If you ask people in different countries what a teacher is, you’ll get very different answers.

In some places, a teacher is an authority figure. In others, a guide. A mentor. A facilitator. A moral role model. A civil servant. A caregiver. A gatekeeper to opportunity.

These differences are not accidental. They are shaped by culture, history, economics and what a society values — obedience or curiosity, conformity or independence, results or relationships.

Understanding this matters, because when we talk about “good teaching”, we’re often really talking about what society expects learning to look like.

Teachers Reflect Cultural Values

Teachers are often expected to embody what a society believes is important.

In cultures where hierarchy is highly valued, teachers are positioned as authority figures. Respect may look like quiet classrooms, limited questioning and clear boundaries between adult and child. In these environments, the teacher’s role is to lead decisively and transmit knowledge with confidence.

This structure can create order and clarity. It can also, at times, limit opportunities for open debate or challenge. When questioning is discouraged, learners may become passive recipients of information rather than active participants in their own learning. Critical thinking can be harder to develop if learners are not encouraged to explore ideas aloud or test different perspectives.

In cultures that place a high value on independence and individuality, the expectation can be different. Teachers may be encouraged to facilitate discussion, invite challenge and nurture personal opinion.

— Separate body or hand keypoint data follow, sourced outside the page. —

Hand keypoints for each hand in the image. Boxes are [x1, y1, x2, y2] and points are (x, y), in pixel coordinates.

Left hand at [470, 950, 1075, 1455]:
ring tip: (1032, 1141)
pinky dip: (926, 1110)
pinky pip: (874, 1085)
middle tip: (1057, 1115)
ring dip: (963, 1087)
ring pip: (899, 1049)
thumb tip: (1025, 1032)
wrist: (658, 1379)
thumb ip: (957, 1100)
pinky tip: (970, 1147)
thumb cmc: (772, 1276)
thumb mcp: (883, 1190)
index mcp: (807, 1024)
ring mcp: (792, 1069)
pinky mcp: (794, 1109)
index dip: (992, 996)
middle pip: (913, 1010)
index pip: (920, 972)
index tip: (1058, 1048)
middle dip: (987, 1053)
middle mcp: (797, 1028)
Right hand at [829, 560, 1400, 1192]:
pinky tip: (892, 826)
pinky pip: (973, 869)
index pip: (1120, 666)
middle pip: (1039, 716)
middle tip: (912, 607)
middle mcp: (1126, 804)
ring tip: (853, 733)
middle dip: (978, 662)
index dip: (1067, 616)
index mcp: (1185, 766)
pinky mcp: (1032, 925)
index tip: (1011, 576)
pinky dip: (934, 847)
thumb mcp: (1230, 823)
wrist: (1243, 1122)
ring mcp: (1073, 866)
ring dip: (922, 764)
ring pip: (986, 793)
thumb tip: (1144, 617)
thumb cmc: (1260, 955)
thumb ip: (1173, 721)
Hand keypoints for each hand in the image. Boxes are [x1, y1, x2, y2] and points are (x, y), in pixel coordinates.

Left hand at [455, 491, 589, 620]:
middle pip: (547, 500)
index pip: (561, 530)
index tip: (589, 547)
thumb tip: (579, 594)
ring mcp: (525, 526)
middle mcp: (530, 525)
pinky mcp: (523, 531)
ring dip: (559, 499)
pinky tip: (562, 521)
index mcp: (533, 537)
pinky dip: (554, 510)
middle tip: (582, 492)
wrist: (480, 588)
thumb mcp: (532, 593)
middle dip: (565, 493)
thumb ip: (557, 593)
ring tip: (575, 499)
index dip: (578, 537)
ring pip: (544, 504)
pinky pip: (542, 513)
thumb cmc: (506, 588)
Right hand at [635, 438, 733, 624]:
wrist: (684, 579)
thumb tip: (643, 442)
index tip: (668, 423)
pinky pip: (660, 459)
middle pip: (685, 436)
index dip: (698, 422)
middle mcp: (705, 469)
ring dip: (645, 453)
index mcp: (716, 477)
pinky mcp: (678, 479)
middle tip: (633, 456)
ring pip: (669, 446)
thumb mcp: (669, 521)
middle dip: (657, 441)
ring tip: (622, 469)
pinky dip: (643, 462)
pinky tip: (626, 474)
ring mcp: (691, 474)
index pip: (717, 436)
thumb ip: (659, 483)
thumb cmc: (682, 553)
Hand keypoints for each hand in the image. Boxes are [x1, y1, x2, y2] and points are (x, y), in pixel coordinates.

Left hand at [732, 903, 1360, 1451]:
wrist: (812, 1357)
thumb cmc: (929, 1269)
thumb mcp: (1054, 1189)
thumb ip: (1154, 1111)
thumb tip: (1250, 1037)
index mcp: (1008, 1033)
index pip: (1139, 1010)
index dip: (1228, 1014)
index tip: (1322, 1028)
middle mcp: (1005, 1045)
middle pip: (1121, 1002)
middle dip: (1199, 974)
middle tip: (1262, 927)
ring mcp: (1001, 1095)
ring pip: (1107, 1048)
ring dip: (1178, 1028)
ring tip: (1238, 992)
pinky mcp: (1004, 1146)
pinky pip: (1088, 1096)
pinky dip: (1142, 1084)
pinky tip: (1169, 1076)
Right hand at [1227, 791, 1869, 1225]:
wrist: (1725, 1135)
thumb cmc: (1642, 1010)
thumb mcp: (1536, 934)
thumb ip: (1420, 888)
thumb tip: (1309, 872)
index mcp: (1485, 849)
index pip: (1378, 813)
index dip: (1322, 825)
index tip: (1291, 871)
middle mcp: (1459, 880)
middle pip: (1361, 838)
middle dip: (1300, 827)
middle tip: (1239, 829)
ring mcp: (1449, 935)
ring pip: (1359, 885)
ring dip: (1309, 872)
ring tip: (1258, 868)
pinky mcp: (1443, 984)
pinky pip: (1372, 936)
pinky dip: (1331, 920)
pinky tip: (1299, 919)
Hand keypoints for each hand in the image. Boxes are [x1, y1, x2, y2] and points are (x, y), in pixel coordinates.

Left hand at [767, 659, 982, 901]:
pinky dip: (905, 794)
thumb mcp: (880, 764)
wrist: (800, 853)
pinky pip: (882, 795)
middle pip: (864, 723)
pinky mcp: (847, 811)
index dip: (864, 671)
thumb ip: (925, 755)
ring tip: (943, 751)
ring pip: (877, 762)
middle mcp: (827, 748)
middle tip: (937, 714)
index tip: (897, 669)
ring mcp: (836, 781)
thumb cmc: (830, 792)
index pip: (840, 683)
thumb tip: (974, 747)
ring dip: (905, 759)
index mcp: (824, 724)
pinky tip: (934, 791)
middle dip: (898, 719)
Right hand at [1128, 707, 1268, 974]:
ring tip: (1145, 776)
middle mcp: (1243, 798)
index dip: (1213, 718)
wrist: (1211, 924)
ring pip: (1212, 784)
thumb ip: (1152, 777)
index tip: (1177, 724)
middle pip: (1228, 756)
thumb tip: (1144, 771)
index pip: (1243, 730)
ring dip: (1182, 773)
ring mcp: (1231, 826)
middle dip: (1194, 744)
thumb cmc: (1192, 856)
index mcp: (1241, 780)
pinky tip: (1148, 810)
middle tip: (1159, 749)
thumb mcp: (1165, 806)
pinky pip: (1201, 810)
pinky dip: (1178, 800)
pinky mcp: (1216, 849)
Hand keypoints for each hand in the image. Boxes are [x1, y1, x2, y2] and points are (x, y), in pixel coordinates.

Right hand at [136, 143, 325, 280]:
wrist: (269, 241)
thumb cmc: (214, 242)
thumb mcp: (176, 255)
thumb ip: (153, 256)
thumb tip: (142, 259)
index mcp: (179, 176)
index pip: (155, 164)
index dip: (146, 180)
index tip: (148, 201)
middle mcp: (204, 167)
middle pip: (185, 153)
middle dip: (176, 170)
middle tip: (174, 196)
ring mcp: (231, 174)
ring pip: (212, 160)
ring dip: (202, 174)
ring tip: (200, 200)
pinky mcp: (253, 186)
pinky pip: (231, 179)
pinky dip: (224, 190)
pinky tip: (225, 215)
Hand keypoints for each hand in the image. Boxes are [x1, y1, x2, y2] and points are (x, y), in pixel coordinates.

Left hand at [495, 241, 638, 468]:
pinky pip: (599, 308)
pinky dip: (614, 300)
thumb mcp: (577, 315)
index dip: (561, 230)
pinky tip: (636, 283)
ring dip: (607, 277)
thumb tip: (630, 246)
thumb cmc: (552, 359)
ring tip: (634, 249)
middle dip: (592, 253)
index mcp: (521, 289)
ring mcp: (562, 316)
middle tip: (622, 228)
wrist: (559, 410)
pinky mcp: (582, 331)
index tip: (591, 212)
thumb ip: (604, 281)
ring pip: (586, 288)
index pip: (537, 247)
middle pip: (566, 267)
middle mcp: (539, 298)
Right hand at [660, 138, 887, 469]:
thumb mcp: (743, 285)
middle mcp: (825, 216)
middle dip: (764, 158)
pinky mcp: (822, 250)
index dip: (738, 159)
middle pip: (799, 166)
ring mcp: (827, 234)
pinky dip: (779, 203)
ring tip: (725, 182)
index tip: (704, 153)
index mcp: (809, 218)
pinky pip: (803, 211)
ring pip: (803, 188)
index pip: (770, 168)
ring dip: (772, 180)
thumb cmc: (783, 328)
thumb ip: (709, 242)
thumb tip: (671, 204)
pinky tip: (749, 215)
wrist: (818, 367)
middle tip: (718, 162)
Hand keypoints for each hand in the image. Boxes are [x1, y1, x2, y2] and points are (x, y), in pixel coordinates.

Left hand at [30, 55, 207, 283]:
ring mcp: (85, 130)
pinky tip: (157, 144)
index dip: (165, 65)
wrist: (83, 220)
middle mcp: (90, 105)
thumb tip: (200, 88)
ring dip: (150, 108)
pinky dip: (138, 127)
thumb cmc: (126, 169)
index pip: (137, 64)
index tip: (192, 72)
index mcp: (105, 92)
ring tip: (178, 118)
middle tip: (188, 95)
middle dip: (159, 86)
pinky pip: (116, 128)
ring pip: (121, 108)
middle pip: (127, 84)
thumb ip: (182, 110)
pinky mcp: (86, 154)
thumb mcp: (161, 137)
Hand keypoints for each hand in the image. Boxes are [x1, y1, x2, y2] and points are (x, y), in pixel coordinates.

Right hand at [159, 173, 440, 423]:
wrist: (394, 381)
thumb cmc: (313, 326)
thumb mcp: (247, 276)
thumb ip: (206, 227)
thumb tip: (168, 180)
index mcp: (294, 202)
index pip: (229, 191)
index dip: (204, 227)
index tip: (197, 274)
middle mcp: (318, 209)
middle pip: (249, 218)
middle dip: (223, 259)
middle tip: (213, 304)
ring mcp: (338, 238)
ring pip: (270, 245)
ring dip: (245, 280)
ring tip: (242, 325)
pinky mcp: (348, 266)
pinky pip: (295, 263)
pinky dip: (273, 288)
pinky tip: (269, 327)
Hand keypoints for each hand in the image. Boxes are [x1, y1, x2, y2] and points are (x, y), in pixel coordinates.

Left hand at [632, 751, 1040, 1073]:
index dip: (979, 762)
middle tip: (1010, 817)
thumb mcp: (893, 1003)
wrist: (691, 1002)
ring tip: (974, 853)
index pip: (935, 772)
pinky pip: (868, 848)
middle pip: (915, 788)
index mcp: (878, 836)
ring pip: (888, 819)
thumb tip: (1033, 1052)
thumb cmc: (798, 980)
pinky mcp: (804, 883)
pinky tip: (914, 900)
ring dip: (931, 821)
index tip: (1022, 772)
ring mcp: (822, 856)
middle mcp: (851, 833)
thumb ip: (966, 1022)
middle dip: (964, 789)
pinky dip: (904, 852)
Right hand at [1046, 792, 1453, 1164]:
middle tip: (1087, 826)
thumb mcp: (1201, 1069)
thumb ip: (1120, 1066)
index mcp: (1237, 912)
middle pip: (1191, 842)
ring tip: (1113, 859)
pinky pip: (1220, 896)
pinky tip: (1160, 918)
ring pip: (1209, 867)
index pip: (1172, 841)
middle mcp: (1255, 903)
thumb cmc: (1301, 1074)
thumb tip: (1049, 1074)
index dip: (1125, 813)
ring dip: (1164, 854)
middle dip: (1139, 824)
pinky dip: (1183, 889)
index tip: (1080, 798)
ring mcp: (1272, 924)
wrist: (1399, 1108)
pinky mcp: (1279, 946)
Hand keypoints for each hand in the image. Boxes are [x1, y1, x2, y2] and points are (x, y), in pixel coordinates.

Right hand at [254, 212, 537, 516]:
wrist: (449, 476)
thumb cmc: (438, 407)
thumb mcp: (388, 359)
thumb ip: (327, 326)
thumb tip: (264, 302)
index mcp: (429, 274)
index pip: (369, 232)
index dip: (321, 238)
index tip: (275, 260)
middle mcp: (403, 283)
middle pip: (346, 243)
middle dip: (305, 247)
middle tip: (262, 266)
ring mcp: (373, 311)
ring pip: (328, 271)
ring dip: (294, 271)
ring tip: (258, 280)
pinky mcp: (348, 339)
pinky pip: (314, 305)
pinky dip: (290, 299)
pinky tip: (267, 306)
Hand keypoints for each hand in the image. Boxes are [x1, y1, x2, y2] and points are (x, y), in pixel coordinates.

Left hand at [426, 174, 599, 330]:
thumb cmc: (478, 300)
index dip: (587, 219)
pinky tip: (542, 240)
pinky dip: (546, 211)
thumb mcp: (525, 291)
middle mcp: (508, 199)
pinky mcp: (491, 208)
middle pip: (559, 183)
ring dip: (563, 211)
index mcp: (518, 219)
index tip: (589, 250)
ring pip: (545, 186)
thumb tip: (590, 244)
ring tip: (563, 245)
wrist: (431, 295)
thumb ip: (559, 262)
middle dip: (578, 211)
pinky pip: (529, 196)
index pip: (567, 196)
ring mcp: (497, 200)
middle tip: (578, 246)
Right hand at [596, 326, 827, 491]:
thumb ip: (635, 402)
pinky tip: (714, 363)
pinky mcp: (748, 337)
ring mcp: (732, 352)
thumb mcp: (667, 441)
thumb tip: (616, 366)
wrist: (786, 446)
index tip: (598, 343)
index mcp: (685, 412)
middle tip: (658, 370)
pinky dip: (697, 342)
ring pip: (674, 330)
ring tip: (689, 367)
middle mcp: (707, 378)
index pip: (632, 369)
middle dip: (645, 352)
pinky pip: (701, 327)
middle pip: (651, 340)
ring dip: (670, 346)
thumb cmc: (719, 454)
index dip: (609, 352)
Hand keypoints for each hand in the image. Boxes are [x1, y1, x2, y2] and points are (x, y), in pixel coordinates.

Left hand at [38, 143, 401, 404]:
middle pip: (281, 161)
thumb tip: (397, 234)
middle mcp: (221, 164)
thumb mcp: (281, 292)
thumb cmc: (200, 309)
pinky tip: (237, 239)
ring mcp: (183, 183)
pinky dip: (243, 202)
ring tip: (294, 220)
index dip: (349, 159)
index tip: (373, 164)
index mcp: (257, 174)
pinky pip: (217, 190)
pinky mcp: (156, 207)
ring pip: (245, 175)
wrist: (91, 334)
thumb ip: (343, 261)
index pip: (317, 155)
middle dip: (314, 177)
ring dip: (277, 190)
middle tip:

Here, respect may look less like silence and more like engagement. The classroom becomes a space for dialogue rather than direction.

Neither approach exists in isolation, and neither is inherently right or wrong. They are reflections of deeper societal beliefs about authority, community, independence and responsibility.

What we expect from teachers is often a mirror of what we expect from citizens.

What Different Cultures Expect from Teachers

Across the world, the role of a teacher looks very different — not because children are different, but because societies value different things.

In Finland, teaching is built on trust. Teachers are highly trained and deeply respected. There is far less emphasis on constant testing, and more emphasis on professional judgement. Teachers are trusted to know their learners and shape learning accordingly. The role carries autonomy, and with that autonomy comes responsibility — not to hit targets, but to nurture long-term development.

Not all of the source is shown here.